El 26 de abril de 1937, la villa de Guernica fue destruida. Esa destrucción, que las fuentes franquistas atribuyeron a «los dinamiteros rojo-separatistas» y que los portavoces republicanos endosaron a «los aviones alemanes del general Franco» fue, sin duda, el hecho más clamoroso de una contienda repleta de ellos. Y no sólo eso, sino también el de más larga vida por cuanto que cinco décadas después, cuando de la última guerra civil española ya tan sólo queda un recuerdo borroso, por lo que hace a los detalles concretos, el drama de Guernica sigue brillando con luces propias y suscita la curiosidad, la emoción e incluso la polémica tanto entre los propios como entre los extraños.

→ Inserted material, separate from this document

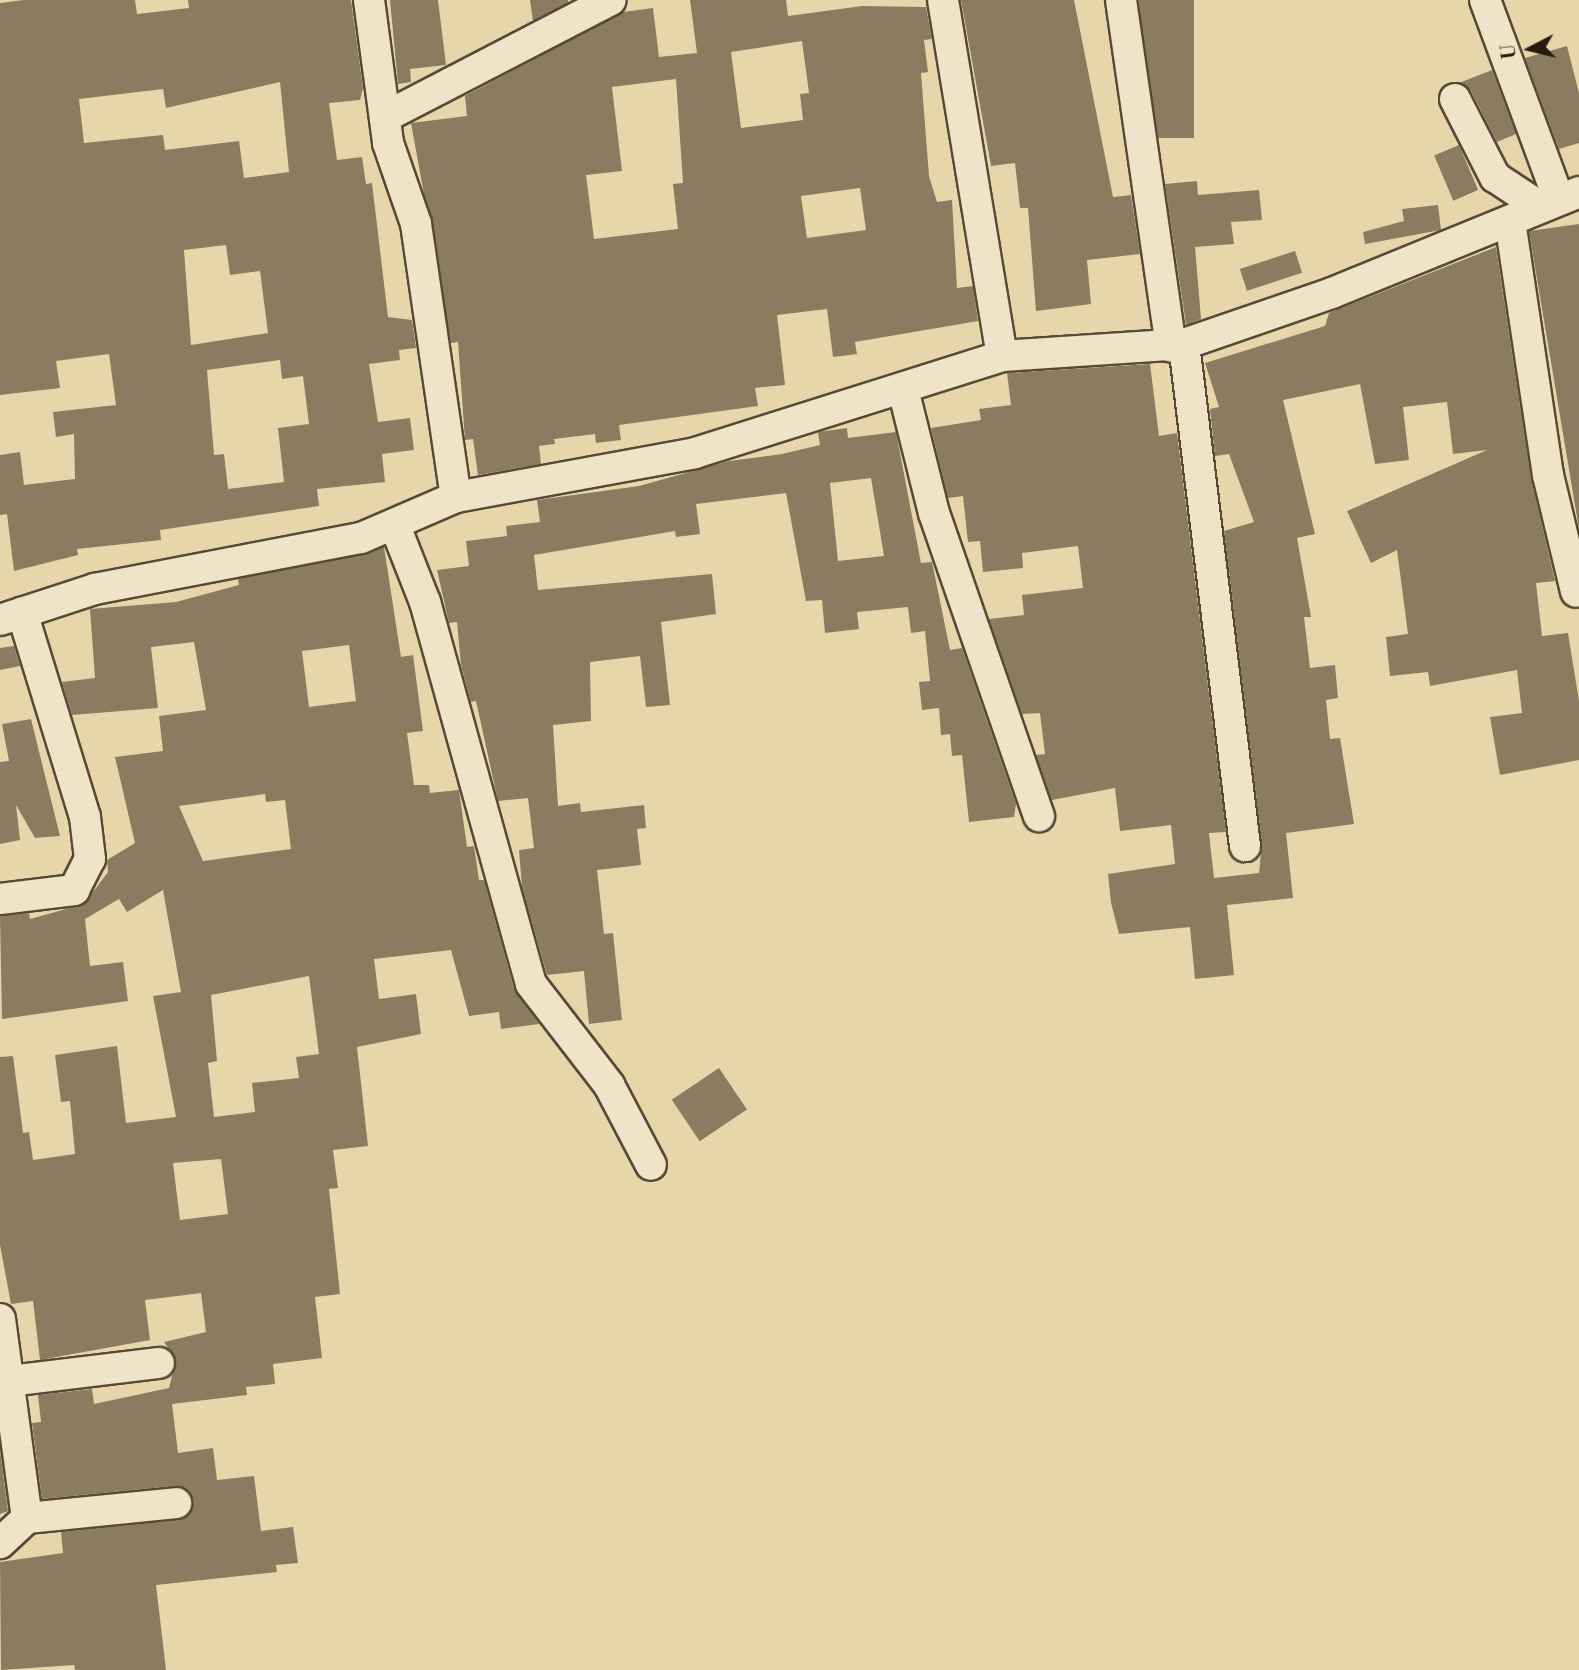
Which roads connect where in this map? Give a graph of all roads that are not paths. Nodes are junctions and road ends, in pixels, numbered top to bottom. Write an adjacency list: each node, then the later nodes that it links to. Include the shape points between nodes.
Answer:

Esquemáticamente todo sucedió como sigue:
Aquel día, lunes, Guernica vivía momentos de indiscutible tensión ya que, en el curso de la mañana, la cercana localidad de Arbácegui-Guerricaiz había sufrido un terrible bombardeo aéreo, se sabía que los moros estaban en el Oiz y las tropas gubernamentales, batidas sus líneas de resistencia, una tras otra, apuntaban en su retirada hacia el Sollube. En este marco, cuando al filo de las cuatro de la tarde el primer avión de bombardeo se recortó en el cielo, de diez a quince minutos antes de que llegasen las escuadrillas, el vigía instalado en la cumbre del monte Cosnoaga enarboló una gran bandera roja de alarma que, avistada por los miembros de la defensa pasiva, hizo que las campanas de las iglesias comenzasen a sonar en toque de rebato. Hasta ese momento Guernica aún no había sido atacada y algunos, ingenuamente, pensaban que escaparía a la dura suerte sufrida por otras poblaciones vascas por el simple hecho de encontrarse allí la familia de uno de los jefes del Ejército del general Franco.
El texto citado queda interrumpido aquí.